Join the movement to end the stigma   Donate

Lindsay

Disclaimer: The following article mentions the topic of suicide or other sensitive subjects, which may trigger negative thoughts and feelings for those currently suffering or still recovering from a mental or mood disorder. Reader discretion is advised.

Looking back on my experience with postpartum depression, I had no idea it was even occurring when I was in the midst of it. It was only when I came crawling out of the trenches of self doubt, anger, resentment, fear and sadness that I was able to understand what had happened.

I had experienced depression previously in life, and my struggles in my childhood left me feeling like I had absolutely no skills or right to even raise a child. Later, after an unexpected pregnancy, I lived with high levels of stress surrounding my job status and my first year of marriage. Additionally, I had a birth experience that was traumatic for me. My son spent the first week of his life in the NICU, I struggled with breastfeeding, my husband had to return to work soon after the birth of my son, and I was left to care for a baby on my own for 14 hours a day. Yet, I never once stopped to think about whether the rage, the crying, the sickening sadness, and the loneliness were abnormal. I thought every woman must go through this.

At my 6 week postpartum appointment, I was given a questionnaire. I wasn’t completely honest on it because I was afraid they would admit me to a psych ward if I shared that I had very intrusive thoughts of hurting my baby or myself. I remember crying after imagining drowning my son, leaving the state, never returning back to my family, or taking my own life. I felt like I couldn’t handle anything else besides caring for my baby’s basic needs. Leaving my house to do anything was a daunting task.

Though the depression slowly faded after the first year, the anxiety increased. I found it crippling me during the most inconvenient times – like driving. I would be overcome with intrusive thoughts. What if I wrecked my car and my son died? What if I passed out and accidentally wrecked?’ Then suddenly, I would experience pain in my chest, shortness of breath, blurry eyesight, and dizziness. After pulling over, I sometimes had to have someone come and get me.

My turning point was a decision that I made to become a Doula. I knew that I didn’t want women to go through pregnancy or birth the way I did. I knew that women’s voices needed to be heard so they could be empowered. Becoming a Doula not only educated me about pregnancy and birth, but about my own experience. I learned that far too many women out there aren’t being given options, or are dealing with abuse and a severe lack of support. I realized that it does “take a village” to raise children, and that it’s okay to receive and give help.

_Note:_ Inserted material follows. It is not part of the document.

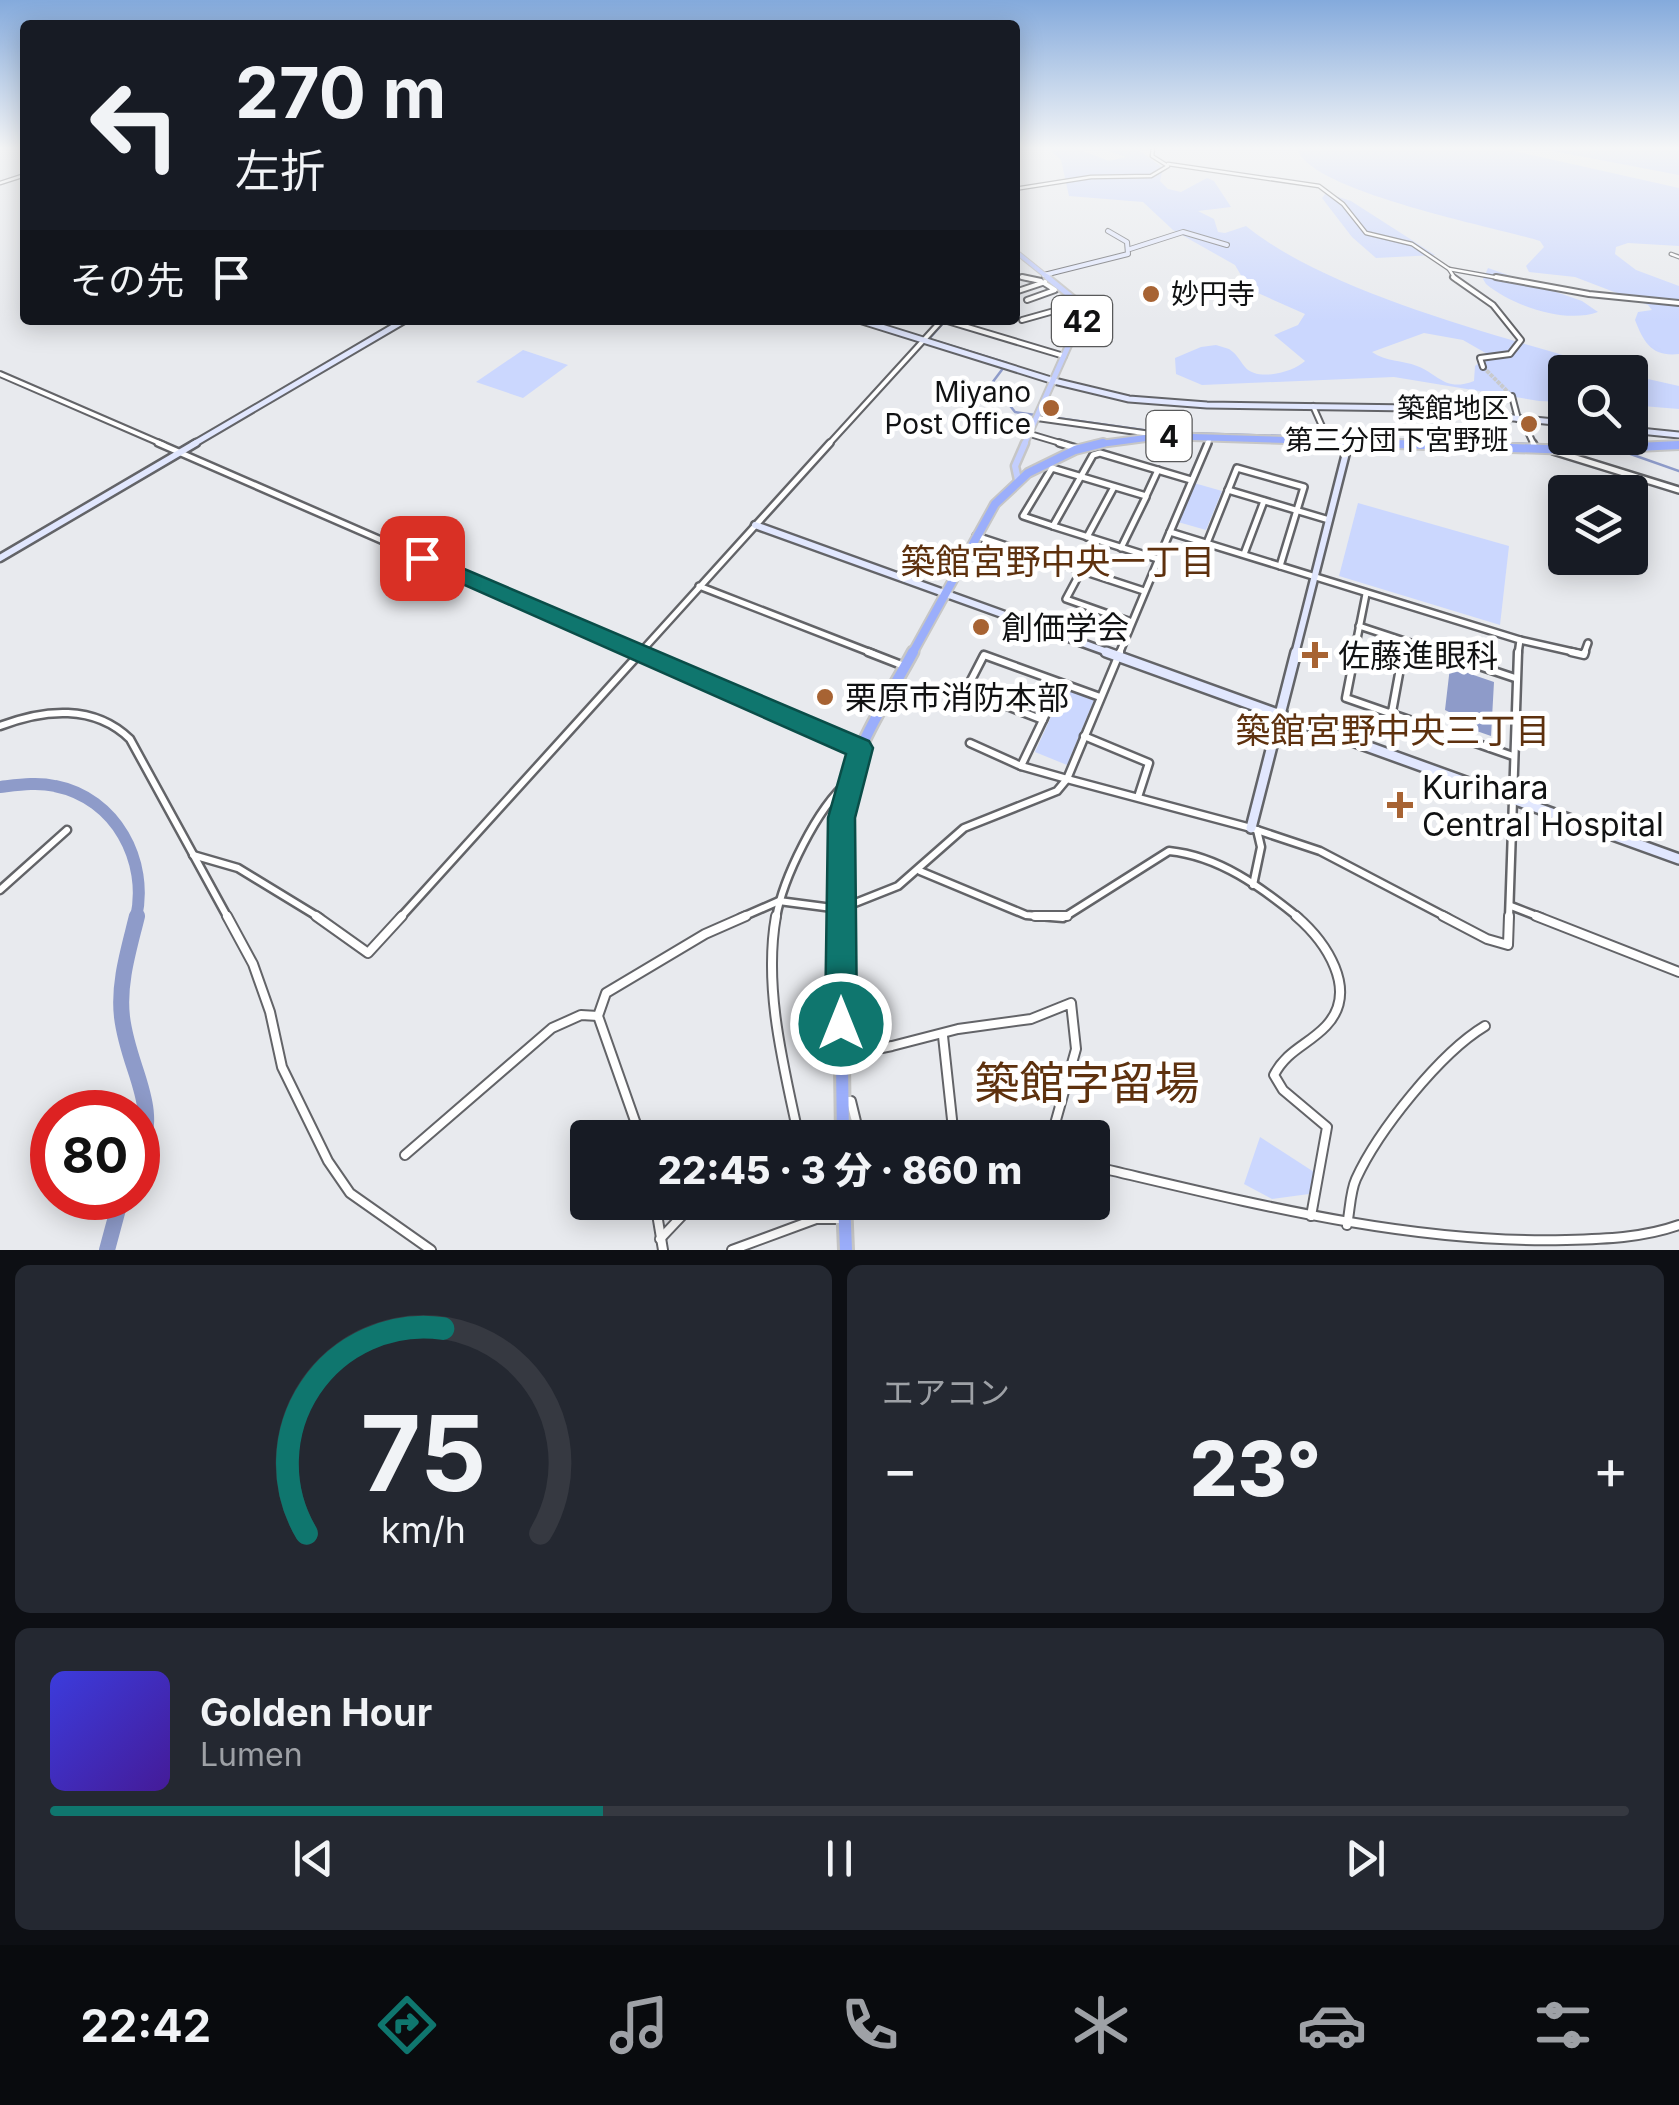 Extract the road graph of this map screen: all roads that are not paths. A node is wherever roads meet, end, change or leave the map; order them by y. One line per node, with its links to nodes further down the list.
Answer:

Becoming a Doula has been a road to healing for me. I get to help others and watch the sacredness of a beautiful birth unfold. I started appreciating the wonders of the female body, and I started looking at my body as a wonderful work of art. I started speaking more positively to myself and doing things outside of my comfort zone. I started loving me like my son loved me–unconditionally. I used alternative modalities like herbs, energy work, foot zones, chiropractic care, sunlight, vitamins, and journaling to help me. What has helped me most of all was deciding to no longer let my depression and anxiety define me.

Please know that you are never alone. You are not your illness. You are stronger than you think. Speak up, because someone else is going through this too. Don’t be afraid to reach out for professional help. Find local resources and take care of yourself because you deserve it.